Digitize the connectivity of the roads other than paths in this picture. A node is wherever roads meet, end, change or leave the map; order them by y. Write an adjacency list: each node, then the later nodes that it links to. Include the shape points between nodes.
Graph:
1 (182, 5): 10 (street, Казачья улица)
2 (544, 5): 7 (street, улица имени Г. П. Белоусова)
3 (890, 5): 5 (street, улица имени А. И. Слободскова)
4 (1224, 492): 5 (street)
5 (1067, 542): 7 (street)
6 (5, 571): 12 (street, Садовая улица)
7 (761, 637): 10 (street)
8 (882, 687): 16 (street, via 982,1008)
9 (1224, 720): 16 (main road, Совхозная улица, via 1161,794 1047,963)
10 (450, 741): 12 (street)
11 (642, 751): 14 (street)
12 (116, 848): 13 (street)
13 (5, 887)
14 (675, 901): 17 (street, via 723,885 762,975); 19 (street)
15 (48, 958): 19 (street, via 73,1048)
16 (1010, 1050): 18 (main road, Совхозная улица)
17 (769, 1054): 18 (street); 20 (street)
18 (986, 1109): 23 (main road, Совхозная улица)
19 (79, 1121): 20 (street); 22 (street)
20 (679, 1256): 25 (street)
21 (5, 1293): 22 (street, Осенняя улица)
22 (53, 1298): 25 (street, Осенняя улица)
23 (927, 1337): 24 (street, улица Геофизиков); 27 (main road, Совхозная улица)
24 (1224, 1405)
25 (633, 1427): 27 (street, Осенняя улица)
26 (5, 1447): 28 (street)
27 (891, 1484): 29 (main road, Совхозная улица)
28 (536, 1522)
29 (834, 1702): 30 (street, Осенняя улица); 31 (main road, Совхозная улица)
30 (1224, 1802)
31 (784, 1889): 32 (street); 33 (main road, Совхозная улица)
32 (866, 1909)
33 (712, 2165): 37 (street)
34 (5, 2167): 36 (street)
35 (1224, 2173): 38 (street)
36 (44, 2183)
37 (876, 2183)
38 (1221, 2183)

# # # # #

**REQUIRED ACTION:** Every record above is to be copied out again exactly as written.

**EXPECTED ANSWER:**
Digitize the connectivity of the roads other than paths in this picture. A node is wherever roads meet, end, change or leave the map; order them by y. Write an adjacency list: each node, then the later nodes that it links to. Include the shape points between nodes.
Graph:
1 (182, 5): 10 (street, Казачья улица)
2 (544, 5): 7 (street, улица имени Г. П. Белоусова)
3 (890, 5): 5 (street, улица имени А. И. Слободскова)
4 (1224, 492): 5 (street)
5 (1067, 542): 7 (street)
6 (5, 571): 12 (street, Садовая улица)
7 (761, 637): 10 (street)
8 (882, 687): 16 (street, via 982,1008)
9 (1224, 720): 16 (main road, Совхозная улица, via 1161,794 1047,963)
10 (450, 741): 12 (street)
11 (642, 751): 14 (street)
12 (116, 848): 13 (street)
13 (5, 887)
14 (675, 901): 17 (street, via 723,885 762,975); 19 (street)
15 (48, 958): 19 (street, via 73,1048)
16 (1010, 1050): 18 (main road, Совхозная улица)
17 (769, 1054): 18 (street); 20 (street)
18 (986, 1109): 23 (main road, Совхозная улица)
19 (79, 1121): 20 (street); 22 (street)
20 (679, 1256): 25 (street)
21 (5, 1293): 22 (street, Осенняя улица)
22 (53, 1298): 25 (street, Осенняя улица)
23 (927, 1337): 24 (street, улица Геофизиков); 27 (main road, Совхозная улица)
24 (1224, 1405)
25 (633, 1427): 27 (street, Осенняя улица)
26 (5, 1447): 28 (street)
27 (891, 1484): 29 (main road, Совхозная улица)
28 (536, 1522)
29 (834, 1702): 30 (street, Осенняя улица); 31 (main road, Совхозная улица)
30 (1224, 1802)
31 (784, 1889): 32 (street); 33 (main road, Совхозная улица)
32 (866, 1909)
33 (712, 2165): 37 (street)
34 (5, 2167): 36 (street)
35 (1224, 2173): 38 (street)
36 (44, 2183)
37 (876, 2183)
38 (1221, 2183)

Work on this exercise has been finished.